TileDB uses intra-operator parallel execution for both its read and write queries. The main operations in which TileDB uses heavyweight parallelization on are reading/writing I/O and tile filtering/unfiltering. When executing I/O tasks, the reading/writing is parallelized per attribute, and each attribute is parallelized per data tile. When executing tile filtering tasks, the filtering/unfiltering is parallelized per attribute, each attribute is parallelized per data tile, and each data tile is parallelized per filter chunk. A chunk is a size parameter that defaults to 64KB.
This parallelism is implemented via static thread pools. TileDB uses both a compute task thread pool and an I/O task thread pool to help parallelize execution. It includes two thread pools to ensure that I/O tasks do not overload CPU-bound tasks during execution. Internally, a TileDB thread pool is an array of std::thread
, and tasks to be executed with this thread pool are kept in a queue.

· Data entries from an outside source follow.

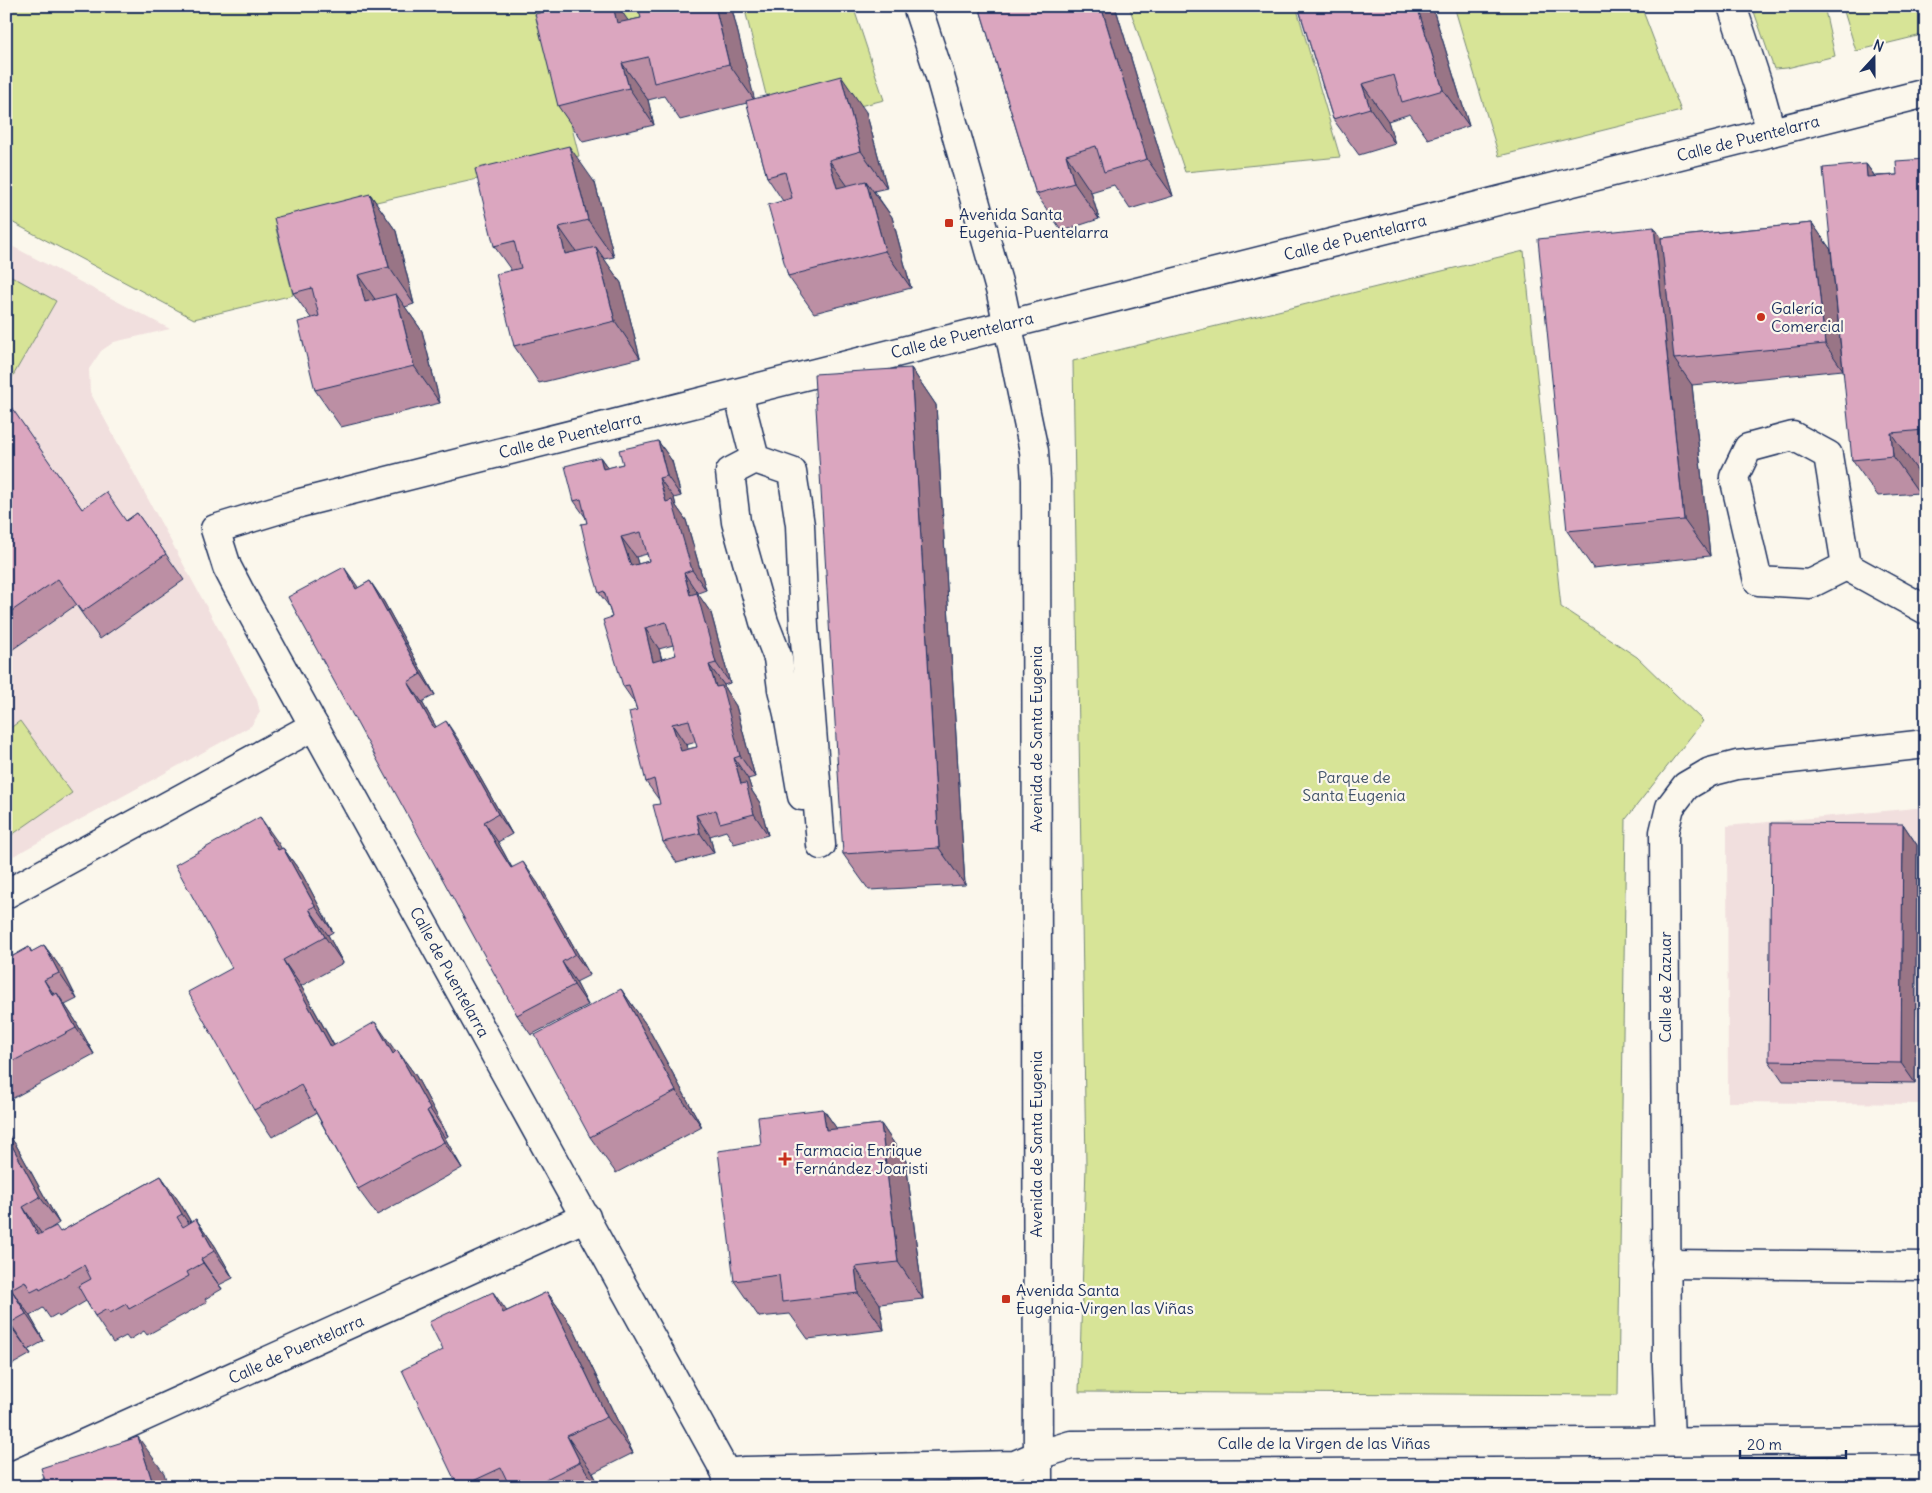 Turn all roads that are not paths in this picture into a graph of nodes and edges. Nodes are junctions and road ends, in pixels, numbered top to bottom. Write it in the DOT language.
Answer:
graph roads {
  1 [pos="917,6"];
  2 [pos="1732,6"];
  3 [pos="1926,93"];
  4 [pos="1771,132"];
  5 [pos="1008,323"];
  6 [pos="738,393"];
  7 [pos="755,459"];
  8 [pos="1846,566"];
  9 [pos="1926,610"];
  10 [pos="314,726"];
  11 [pos="1926,744"];
  12 [pos="6,894"];
  13 [pos="586,1217"];
  14 [pos="1666,1264"];
  15 [pos="1926,1266"];
  16 [pos="1670,1440"];
  17 [pos="1926,1440"];
  18 [pos="1038,1454"];
  19 [pos="6,1479"];
  20 [pos="727,1480"];
  21 [pos="1038,1487"];
  1 -- 5 [label="street, Avenida de Santa Eugenia"];
  2 -- 4 [label="street"];
  3 -- 4 [label="street, Calle de Puentelarra"];
  4 -- 5 [label="street, Calle de Puentelarra"];
  5 -- 6 [label="street, Calle de Puentelarra"];
  5 -- 18 [label="street, Avenida de Santa Eugenia"];
  6 -- 7 [label="street"];
  6 -- 10 [label="street, Calle de Puentelarra"];
  7 -- 7 [label="street"];
  8 -- 8 [label="street"];
  8 -- 9 [label="street"];
  10 -- 12 [label="street"];
  10 -- 13 [label="street, Calle de Puentelarra"];
  11 -- 14 [label="street, Calle de Zazuar"];
  13 -- 19 [label="street, Calle de Puentelarra"];
  13 -- 20 [label="street, Calle de Puentelarra"];
  14 -- 15 [label="street"];
  14 -- 16 [label="street, Calle de Zazuar"];
  16 -- 17 [label="street, Calle de la Virgen de las Viñas"];
  16 -- 18 [label="street, Calle de la Virgen de las Viñas"];
  18 -- 20 [label="street, Calle de la Virgen de las Viñas"];
  18 -- 21 [label="street, Avenida de Santa Eugenia"];
} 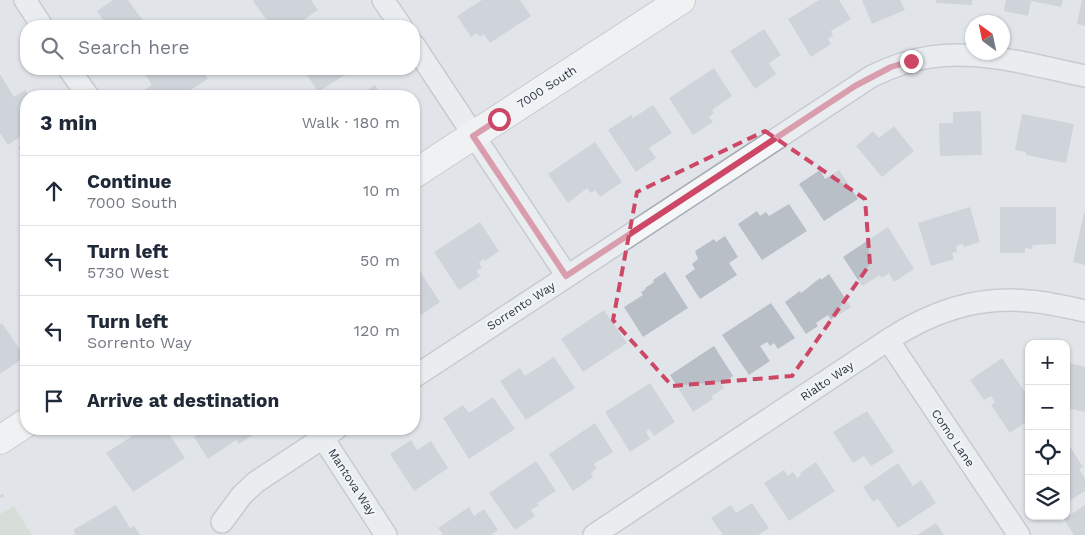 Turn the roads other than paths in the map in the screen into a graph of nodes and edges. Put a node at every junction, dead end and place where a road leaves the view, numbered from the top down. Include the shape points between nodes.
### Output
1 (25, 0) edge
2 (383, 0) edge
3 (681, 0) edge
4 (38, 20) edge
5 (397, 20) edge
6 (420, 55) edge
7 (73, 75) edge
8 (1085, 76) edge
9 (84, 90) edge
10 (473, 136) junction
11 (420, 170) edge
12 (566, 276) junction
13 (1085, 311) edge
14 (888, 340) junction
15 (420, 373) edge
16 (20, 427) edge
17 (321, 435) edge
18 (327, 435) edge
19 (0, 440) edge
20 (222, 522) dead end
21 (386, 535) edge
22 (594, 535) edge
23 (1019, 535) edge

1 - 4 street
2 - 5 street
3 - 10 street, 7000 South
6 - 10 street
7 - 9 street
8 - 12 street, Sorrento Way via 994,57 962,55 931,57 891,67 855,86
10 - 11 street, 7000 South
10 - 12 street
12 - 15 street, Sorrento Way
13 - 14 street, Rialto Way via 1028,300 988,300 932,315
14 - 22 street, Rialto Way
14 - 23 street, Como Lane
16 - 19 street
17 - 20 street via 256,482
18 - 21 street, Mantova Way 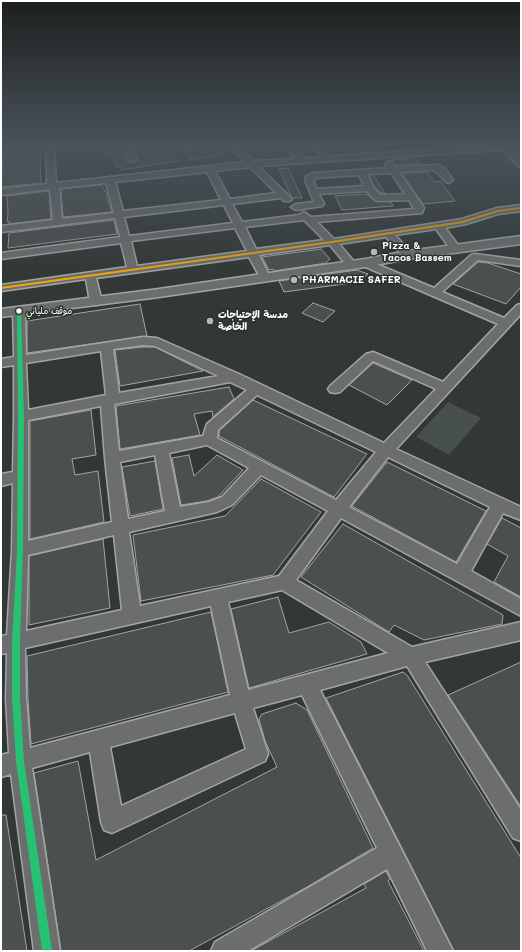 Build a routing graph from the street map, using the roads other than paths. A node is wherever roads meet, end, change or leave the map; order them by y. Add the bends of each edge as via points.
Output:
1 (28, 189) edge
2 (53, 189) edge
3 (112, 189) edge
4 (220, 189) edge
5 (277, 189) edge
6 (350, 189) edge
7 (370, 189) edge
8 (407, 189) edge
9 (1, 192) edge
10 (315, 192) joint
11 (282, 195) junction
12 (412, 197) junction
13 (226, 201) junction
14 (296, 207) junction
15 (521, 208) edge
16 (119, 214) junction
17 (307, 219) junction
18 (58, 221) junction
19 (438, 225) junction
20 (238, 226) junction
21 (1, 229) edge
22 (388, 233) junction
23 (125, 239) junction
24 (521, 240) edge
25 (332, 242) junction
26 (456, 249) junction
27 (252, 253) junction
28 (1, 256) edge
29 (408, 256) junction
30 (521, 263) edge
31 (358, 264) junction
32 (133, 269) junction
33 (90, 275) junction
34 (265, 277) junction
35 (1, 288) edge
36 (435, 293) junction
37 (96, 302) junction
38 (521, 307) edge
39 (10, 312) edge
40 (506, 323) junction
41 (107, 347) junction
42 (21, 360) junction
43 (1, 362) edge
44 (234, 377) junction
45 (257, 388) junction
46 (446, 388) junction
47 (335, 389) dead end
48 (110, 398) junction
49 (21, 416) junction
50 (209, 440) junction
51 (161, 449) junction
52 (385, 451) junction
53 (112, 458) junction
54 (259, 467) junction
55 (21, 476) junction
56 (1, 480) edge
57 (500, 504) junction
58 (338, 508) junction
59 (521, 514) edge
60 (174, 515) junction
61 (120, 527) junction
62 (20, 550) junction
63 (460, 574) junction
64 (284, 582) junction
65 (218, 598) junction
66 (521, 608) edge
67 (132, 615) junction
68 (518, 635) edge
69 (8, 644) edge
70 (411, 656) junction
71 (307, 685) junction
72 (241, 701) junction
73 (99, 740) junction
74 (20, 761) junction
75 (1, 766) edge
76 (521, 830) edge
77 (391, 853) junction
78 (48, 951) edge
79 (224, 951) edge
80 (440, 951) edge

1 - 9 street
2 - 18 street
3 - 16 street
4 - 13 street
5 - 11 street
6 - 10 street
7 - 12 street via 378,198
8 - 12 street
10 - 14 street via 319,204
11 - 13 street
11 - 14 street
12 - 17 street via 419,211
13 - 16 street
13 - 20 street
14 - 17 street
15 - 19 street
16 - 18 street
16 - 23 street
17 - 20 street
17 - 25 street
18 - 21 street
19 - 22 street
19 - 26 street
20 - 23 street
20 - 27 street
22 - 25 street
22 - 29 street
23 - 28 street
23 - 32 street
24 - 26 main road
25 - 27 street
25 - 31 street
26 - 29 main road
27 - 32 street
27 - 34 street
29 - 31 main road
30 - 36 street via 475,257
31 - 34 main road
31 - 36 street
32 - 33 street
33 - 35 street
33 - 37 street
34 - 37 main road
36 - 40 street
37 - 39 main road
38 - 40 street
39 - 42 street
40 - 46 street
41 - 42 street
41 - 44 street via 143,341 157,342
41 - 48 street
42 - 43 street
42 - 49 street
44 - 45 street
44 - 48 street
45 - 50 street via 212,428
45 - 52 street
46 - 47 street via 373,356
46 - 52 street
48 - 49 street
48 - 53 street
49 - 55 street
50 - 51 street
50 - 54 street
51 - 53 street
51 - 60 street
52 - 57 street
52 - 58 street
53 - 61 street
54 - 58 street
54 - 60 street via 235,494 219,505
55 - 56 street
55 - 62 street
57 - 59 street
57 - 63 street
58 - 63 street
58 - 64 street
60 - 61 street
61 - 62 street
61 - 67 street
62 - 69 street
63 - 66 street
64 - 65 street
64 - 70 street
65 - 67 street
65 - 72 street
67 - 69 street
68 - 70 street
69 - 74 street via 16,699
70 - 71 street
70 - 76 street
71 - 72 street
71 - 77 street
72 - 73 street
72 - 73 street via 258,754 112,822
73 - 74 street
74 - 75 street
74 - 78 street
77 - 79 street
77 - 80 street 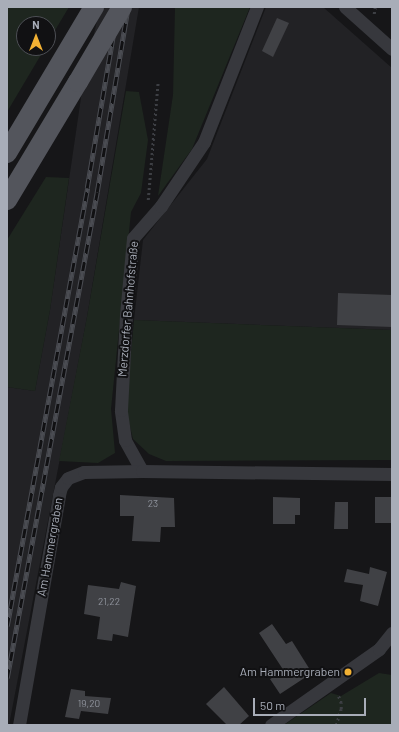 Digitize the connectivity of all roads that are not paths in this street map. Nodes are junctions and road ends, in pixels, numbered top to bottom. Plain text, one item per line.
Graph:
1 (122, 7) edge
2 (257, 7) edge
3 (345, 7) edge
4 (90, 14) edge
5 (392, 49) edge
6 (7, 153) edge
7 (7, 200) edge
8 (142, 471) junction
9 (392, 474) edge
10 (392, 633) edge
11 (19, 725) edge
12 (271, 725) edge

1 - 7 main road, bridge
2 - 8 street, Merzdorfer Bahnhofstraße
3 - 5 street
4 - 6 main road
8 - 9 street, Am Hammergraben
8 - 11 street, Am Hammergraben
10 - 12 street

TileDB has APIs in the following languages: C, C++, C#, Python, Java, R, and Go. One can use three methods to run SQL on top of TileDB. First, one can use TileDB-SQL-Py, a Python package that allows users to run SQL queries in the Python environment. In addition, the MariaDB client REPL, TileDB-Presto connector, and TileDB-Trino connector can be invoked to run SQL queries directly.
TileDB supports interoperation functionality with Apache Arrow.
TileDB's main storage format is a multi-file format that stores the array schema, fragments, consolidated fragment metadata, commits, and the array metadata. The array schema directory contains multiple files, each of which is labelled with a timestamp. TileDB supports array schema modification and thus this is needed in order to access data at different times using the appropriate schema. The fragments stored are timestamped writes to TileDB arrays. Each fragment has its own directory. In this directory, the attribute and dimension data are stored, as well as the fragment metadata, which is a file that contains important data about the fragment, such as the name of its array schema and index information. The consolidated fragment metadata is stored mainly as a read query optimization, and this small file contains the footers of all the fragment metadata files. The commit files mainly serve as indicator files that fragment creation was successful. Lastly, the array metadata files store user-defined key value pairs that can be extracted by querying the TileDB array.
Decomposition Storage Model (Columnar)
TileDB uses a decomposition storage model (DSM) to store attribute data. This attribute data is stored in global order on disk. Global order is determined by tile order, and then cell order. Recall that TileDB arrays have multiple (say, n
) dimensions. Each of these dimensions comes with a tile extent. The tile extents of the dimensions determine the size of the tile, and effectively groups the data into smaller blocks. Tile order orders these blocks of data (which can be either row-major or column-major order) and cell order orders the cells within a tile.